It can be shown that the same odds apply as for B v C with C beating D in the ratio  65% to 35% and again the order of the Average Ratings is reversed.

But what happens if there is a two horse race between A and D.  We have already established that A will beat B who will beat C who will beat D so surely A would beat D ?   … well maybe not …

Let’s look at the comparison tables :

POO - Figure6

So surprisingly D will beat A in the ratio 65% to 35% and  this time the Average Ratings correctly predicts the favourite. 

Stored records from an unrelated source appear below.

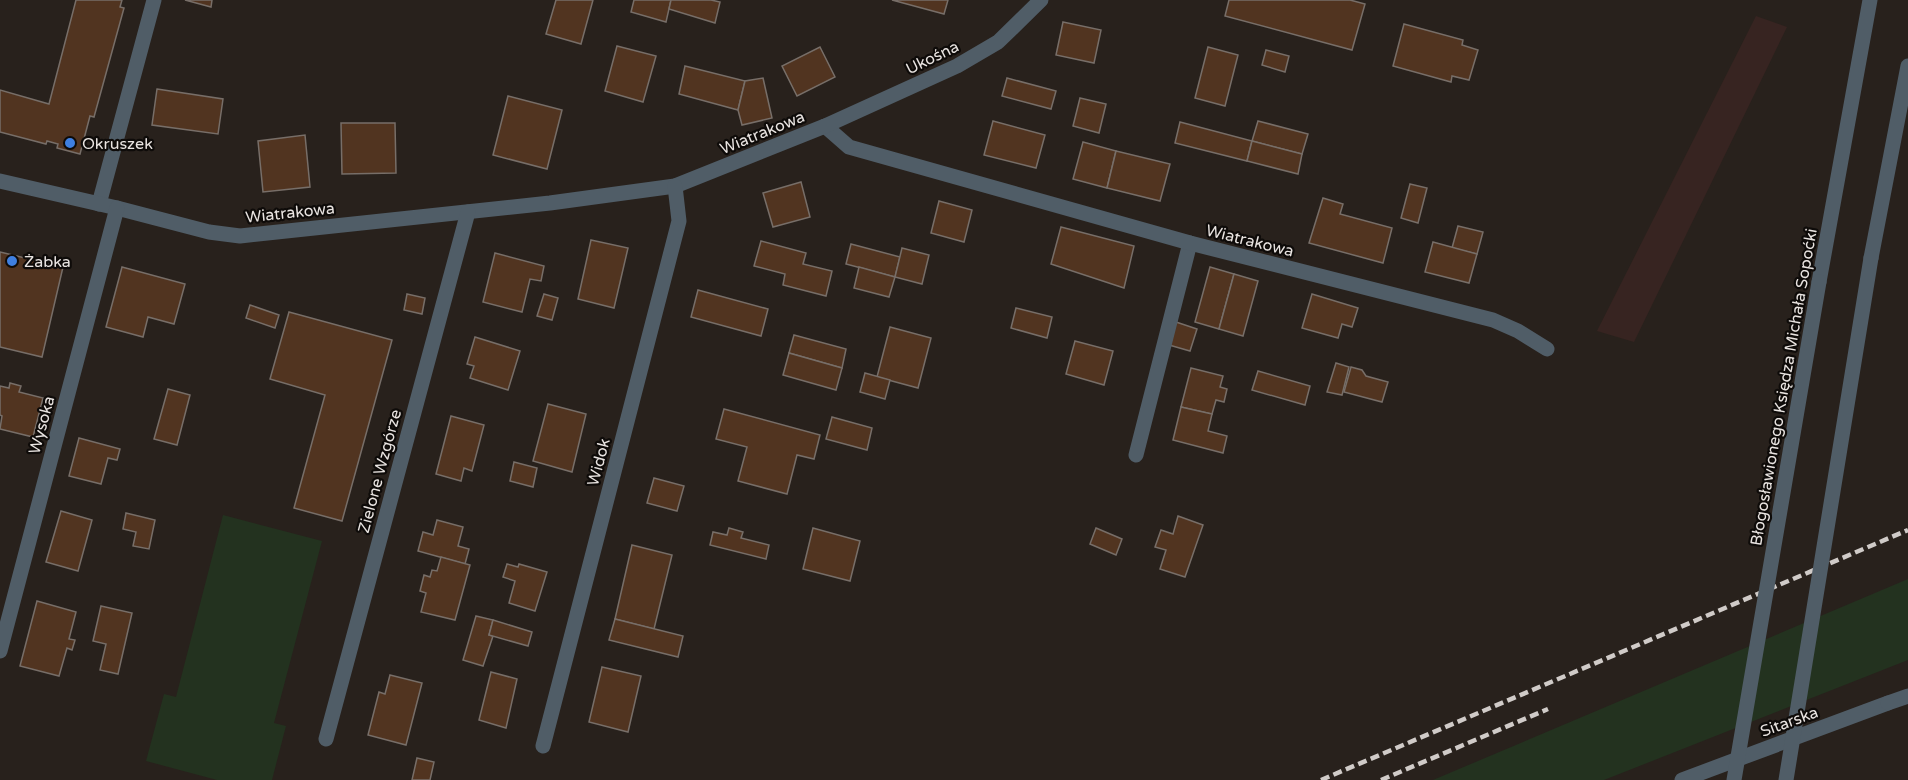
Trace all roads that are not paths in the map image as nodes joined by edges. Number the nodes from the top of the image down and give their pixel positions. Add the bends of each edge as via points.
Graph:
1 (154, 0) edge
2 (1041, 0) edge
3 (1870, 0) edge
4 (1908, 66) edge
5 (825, 126) junction
6 (0, 182) edge
7 (675, 186) junction
8 (99, 204) junction
9 (117, 208) junction
10 (468, 212) junction
11 (1190, 243) junction
12 (1547, 349) dead end
13 (1136, 455) dead end
14 (0, 651) edge
15 (1908, 696) edge
16 (326, 739) dead end
17 (543, 746) dead end
18 (1682, 780) edge
19 (1734, 780) edge
20 (1786, 780) edge

1 - 8 street
2 - 5 street, Ukośna via 980,54
3 - 19 street, Błogosławionego Księdza Michała Sopoćki, bridge
4 - 20 street, bridge via 1871,258
5 - 7 street, Wiatrakowa
5 - 11 street, Wiatrakowa via 849,147
6 - 8 street, Wiatrakowa
7 - 10 street, Wiatrakowa
7 - 17 street, Widok via 679,221
8 - 9 street, Wiatrakowa
9 - 10 street, Wiatrakowa via 240,236
9 - 14 street, Wysoka
10 - 16 street, Zielone Wzgórze
11 - 12 street, Wiatrakowa via 1493,320
11 - 13 street
15 - 18 street, Sitarska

Are you a little surprised or even shocked ! I know I was when I first discovered it .  It certainly flies in the face of using indirect performance comparisons between horses.  Everyone assumes if A beats B beats C beats D then A will beat D … but this is not always the case.   This apparent paradox was first highlighted by Bradley Efron a Stanford University statistician who designed Efron Dice to dramatise the difference between transitive and non-transitive relationships.

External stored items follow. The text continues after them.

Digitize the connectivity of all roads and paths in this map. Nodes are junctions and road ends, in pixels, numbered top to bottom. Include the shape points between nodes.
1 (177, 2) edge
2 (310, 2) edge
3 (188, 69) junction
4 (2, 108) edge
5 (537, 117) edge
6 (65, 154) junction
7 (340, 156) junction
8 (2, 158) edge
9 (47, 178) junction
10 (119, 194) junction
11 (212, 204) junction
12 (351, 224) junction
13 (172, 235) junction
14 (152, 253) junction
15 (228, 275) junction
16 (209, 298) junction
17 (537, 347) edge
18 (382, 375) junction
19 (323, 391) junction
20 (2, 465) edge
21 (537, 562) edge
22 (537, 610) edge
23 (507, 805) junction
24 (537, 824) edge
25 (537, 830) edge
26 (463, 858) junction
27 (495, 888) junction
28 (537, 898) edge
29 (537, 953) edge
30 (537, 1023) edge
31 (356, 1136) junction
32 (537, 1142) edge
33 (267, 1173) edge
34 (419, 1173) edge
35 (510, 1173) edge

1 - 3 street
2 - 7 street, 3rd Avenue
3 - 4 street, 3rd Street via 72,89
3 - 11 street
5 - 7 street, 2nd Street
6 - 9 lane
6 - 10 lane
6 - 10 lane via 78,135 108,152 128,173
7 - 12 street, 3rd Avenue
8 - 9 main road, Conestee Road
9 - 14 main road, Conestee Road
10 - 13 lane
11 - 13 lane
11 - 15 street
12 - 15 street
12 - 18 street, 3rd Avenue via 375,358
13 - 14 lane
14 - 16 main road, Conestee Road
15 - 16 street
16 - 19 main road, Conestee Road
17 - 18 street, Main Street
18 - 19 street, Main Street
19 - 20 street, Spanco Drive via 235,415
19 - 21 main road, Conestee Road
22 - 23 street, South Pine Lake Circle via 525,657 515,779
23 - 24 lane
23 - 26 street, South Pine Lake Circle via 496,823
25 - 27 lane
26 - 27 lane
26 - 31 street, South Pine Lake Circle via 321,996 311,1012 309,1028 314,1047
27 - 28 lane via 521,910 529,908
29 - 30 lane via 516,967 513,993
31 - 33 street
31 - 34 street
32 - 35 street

If you want to know more about Efron Dice then go to my article on  Efron Dice and Non-Transitive relationships (Sorry , not there yet. Coming soon)

Calculating Odds for races with many runners

The next step is to extend this concept to calculate the odds in races with more than 2 runners.  The concept is simple … for any horse to win the race he has to produce a rating that is better than all the other runners in this race.

Let’s consider a four horse race between A, B, C and D who have the same ratings as mentioned previously  …

  • A has ratings of 51, 52, 53, 59, 60, 61 for an average of 56.0
  • B has ratings of 50, 51, 57, 58, 58, 59 for an average of 55.5
  • C has ratings of 55, 55, 56, 56, 57, 57 for an average of 56
  • D has ratings of 53, 54, 54, 55, 61, 62 for an average of 56.5

The worksheet used to calculate odds under my method for the four horse race is shown in Figure 3.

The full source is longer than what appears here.